## Instructions to follow
Output all of the data exactly, keeping any images out of the copy.

## Provided data

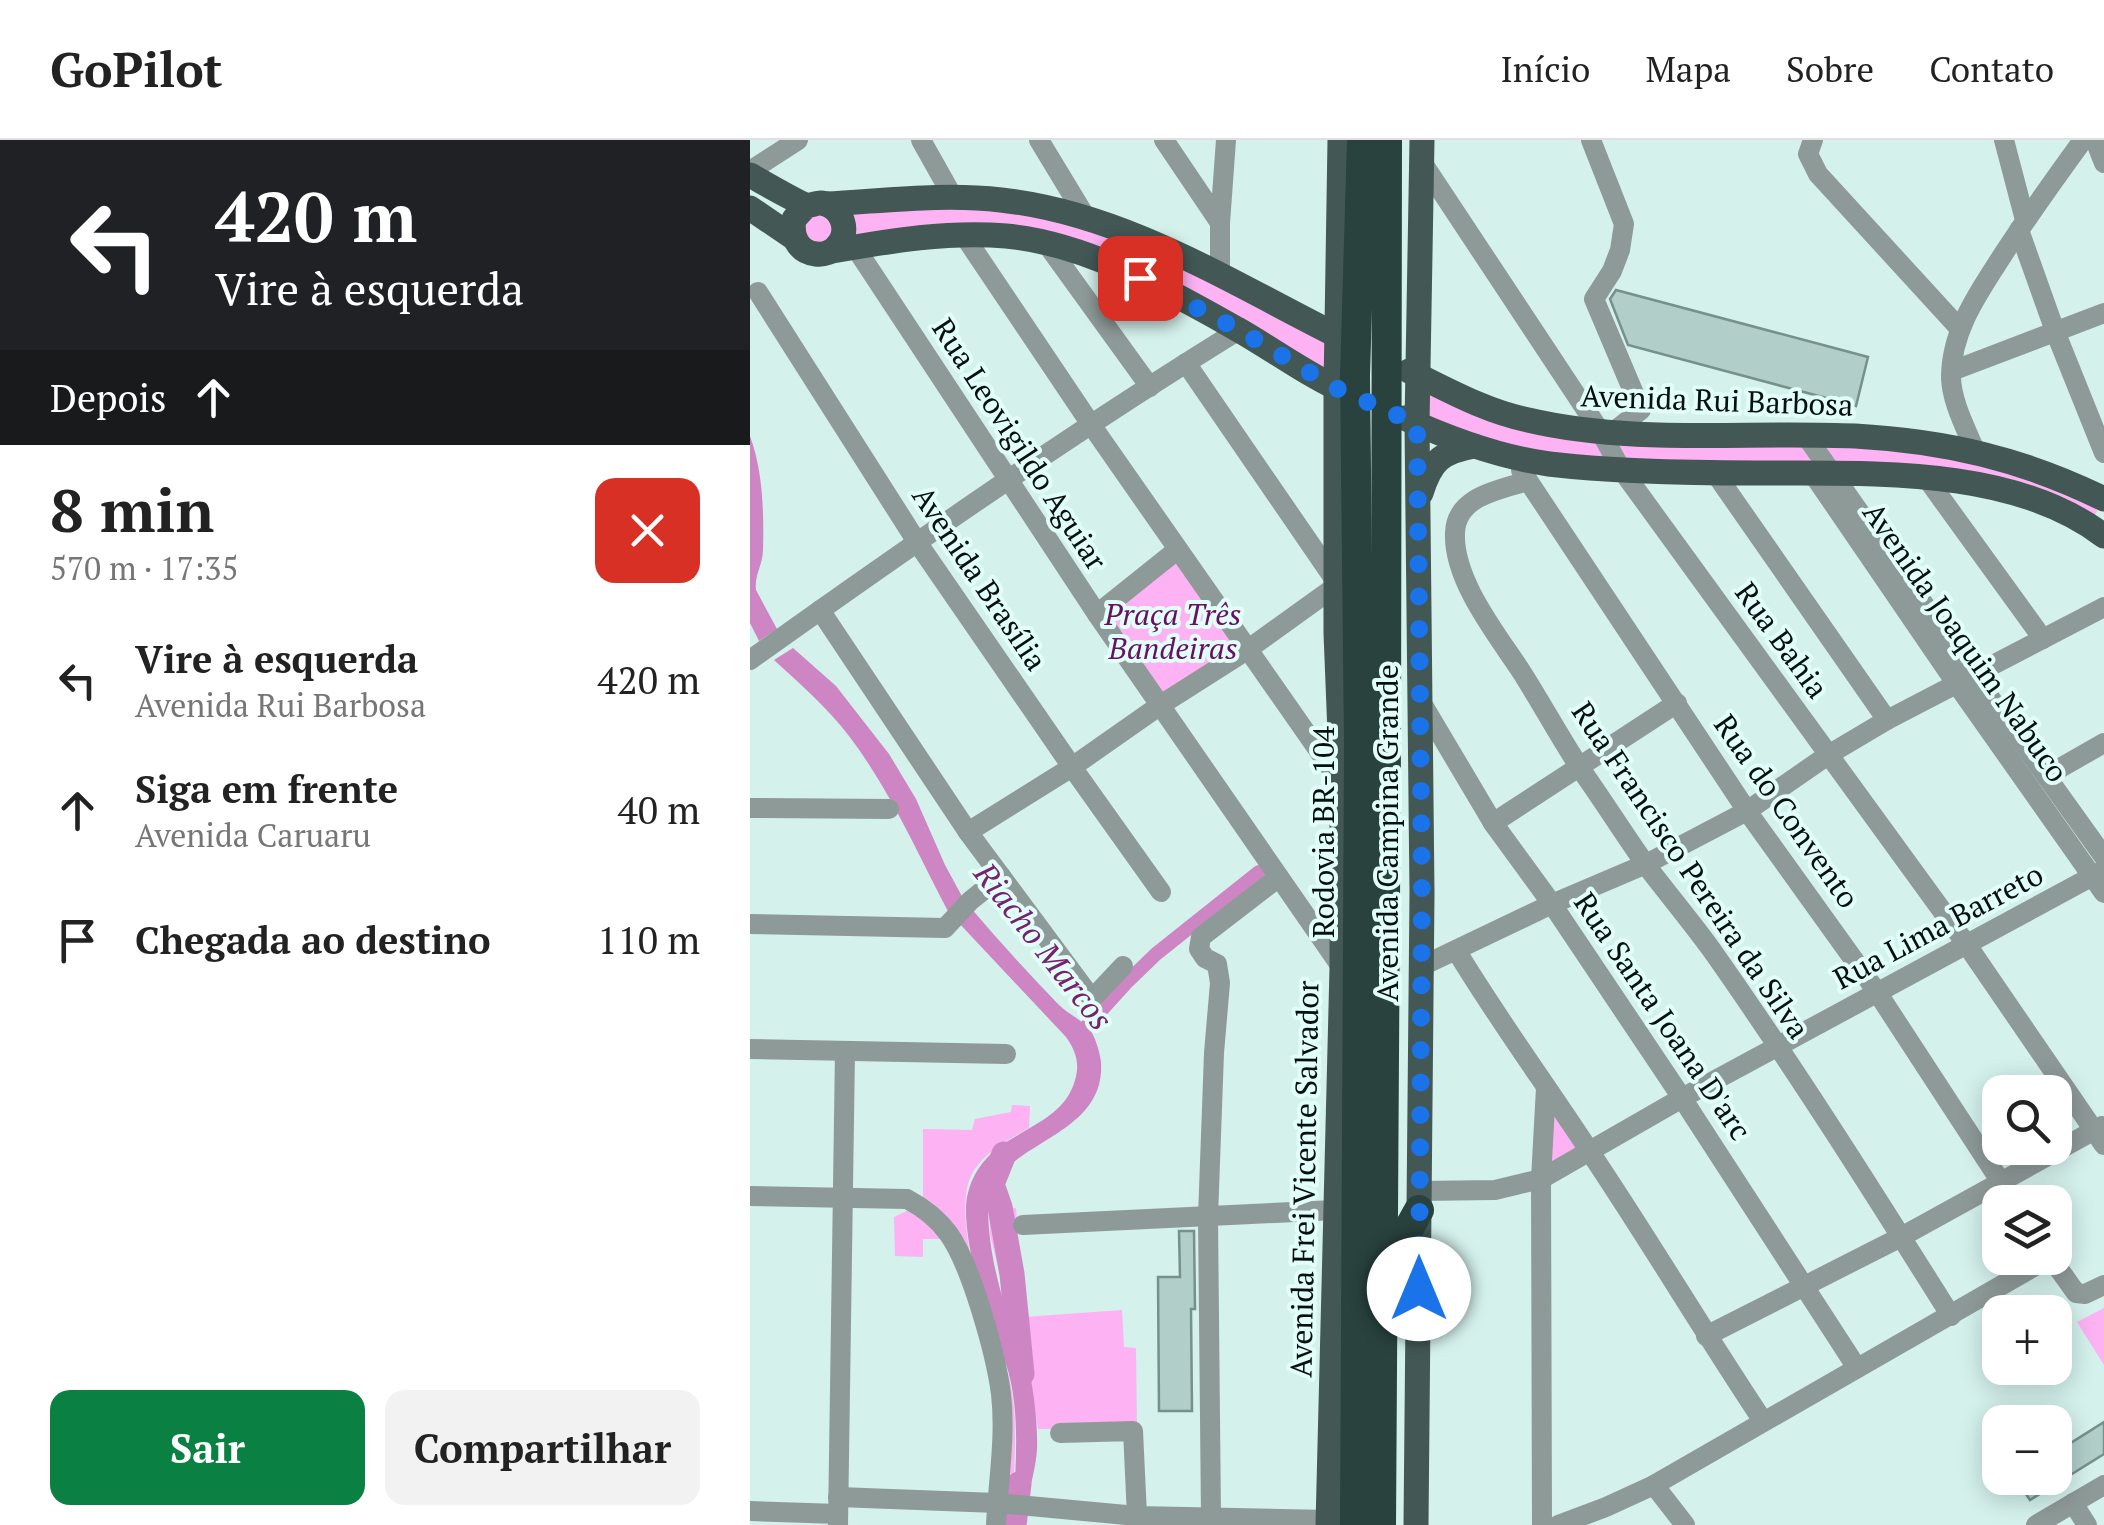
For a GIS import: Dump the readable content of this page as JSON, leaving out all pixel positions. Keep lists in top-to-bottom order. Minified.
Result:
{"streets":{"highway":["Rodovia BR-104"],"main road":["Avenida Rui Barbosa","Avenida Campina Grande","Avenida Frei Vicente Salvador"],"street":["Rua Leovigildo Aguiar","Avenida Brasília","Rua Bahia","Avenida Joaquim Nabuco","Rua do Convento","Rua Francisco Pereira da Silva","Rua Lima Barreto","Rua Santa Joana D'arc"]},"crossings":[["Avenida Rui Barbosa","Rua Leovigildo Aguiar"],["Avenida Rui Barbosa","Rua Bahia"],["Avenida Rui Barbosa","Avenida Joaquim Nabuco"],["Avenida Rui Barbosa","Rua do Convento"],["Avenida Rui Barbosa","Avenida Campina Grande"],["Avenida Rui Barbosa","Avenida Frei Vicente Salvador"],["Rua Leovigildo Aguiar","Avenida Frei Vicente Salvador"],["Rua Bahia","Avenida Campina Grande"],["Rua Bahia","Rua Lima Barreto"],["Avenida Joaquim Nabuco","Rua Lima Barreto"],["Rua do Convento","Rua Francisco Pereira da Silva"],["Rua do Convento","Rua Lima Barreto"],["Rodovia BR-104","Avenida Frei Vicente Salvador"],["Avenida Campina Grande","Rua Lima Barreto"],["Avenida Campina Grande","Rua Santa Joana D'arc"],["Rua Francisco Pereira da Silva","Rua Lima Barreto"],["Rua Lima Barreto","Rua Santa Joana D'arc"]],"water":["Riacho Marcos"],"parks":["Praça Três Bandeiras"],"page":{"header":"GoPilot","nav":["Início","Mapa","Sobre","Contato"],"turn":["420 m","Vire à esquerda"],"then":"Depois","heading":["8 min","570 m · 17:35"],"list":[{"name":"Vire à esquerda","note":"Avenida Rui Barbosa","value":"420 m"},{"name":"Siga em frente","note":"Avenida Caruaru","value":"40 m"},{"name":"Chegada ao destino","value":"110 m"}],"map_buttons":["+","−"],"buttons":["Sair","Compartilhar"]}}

## Exercise response
For a GIS import: Dump the readable content of this page as JSON, leaving out all pixel positions. Keep lists in top-to-bottom order. Minified.
Result:
{"streets":{"highway":["Rodovia BR-104"],"main road":["Avenida Rui Barbosa","Avenida Campina Grande","Avenida Frei Vicente Salvador"],"street":["Rua Leovigildo Aguiar","Avenida Brasília","Rua Bahia","Avenida Joaquim Nabuco","Rua do Convento","Rua Francisco Pereira da Silva","Rua Lima Barreto","Rua Santa Joana D'arc"]},"crossings":[["Avenida Rui Barbosa","Rua Leovigildo Aguiar"],["Avenida Rui Barbosa","Rua Bahia"],["Avenida Rui Barbosa","Avenida Joaquim Nabuco"],["Avenida Rui Barbosa","Rua do Convento"],["Avenida Rui Barbosa","Avenida Campina Grande"],["Avenida Rui Barbosa","Avenida Frei Vicente Salvador"],["Rua Leovigildo Aguiar","Avenida Frei Vicente Salvador"],["Rua Bahia","Avenida Campina Grande"],["Rua Bahia","Rua Lima Barreto"],["Avenida Joaquim Nabuco","Rua Lima Barreto"],["Rua do Convento","Rua Francisco Pereira da Silva"],["Rua do Convento","Rua Lima Barreto"],["Rodovia BR-104","Avenida Frei Vicente Salvador"],["Avenida Campina Grande","Rua Lima Barreto"],["Avenida Campina Grande","Rua Santa Joana D'arc"],["Rua Francisco Pereira da Silva","Rua Lima Barreto"],["Rua Lima Barreto","Rua Santa Joana D'arc"]],"water":["Riacho Marcos"],"parks":["Praça Três Bandeiras"],"page":{"header":"GoPilot","nav":["Início","Mapa","Sobre","Contato"],"turn":["420 m","Vire à esquerda"],"then":"Depois","heading":["8 min","570 m · 17:35"],"list":[{"name":"Vire à esquerda","note":"Avenida Rui Barbosa","value":"420 m"},{"name":"Siga em frente","note":"Avenida Caruaru","value":"40 m"},{"name":"Chegada ao destino","value":"110 m"}],"map_buttons":["+","−"],"buttons":["Sair","Compartilhar"]}}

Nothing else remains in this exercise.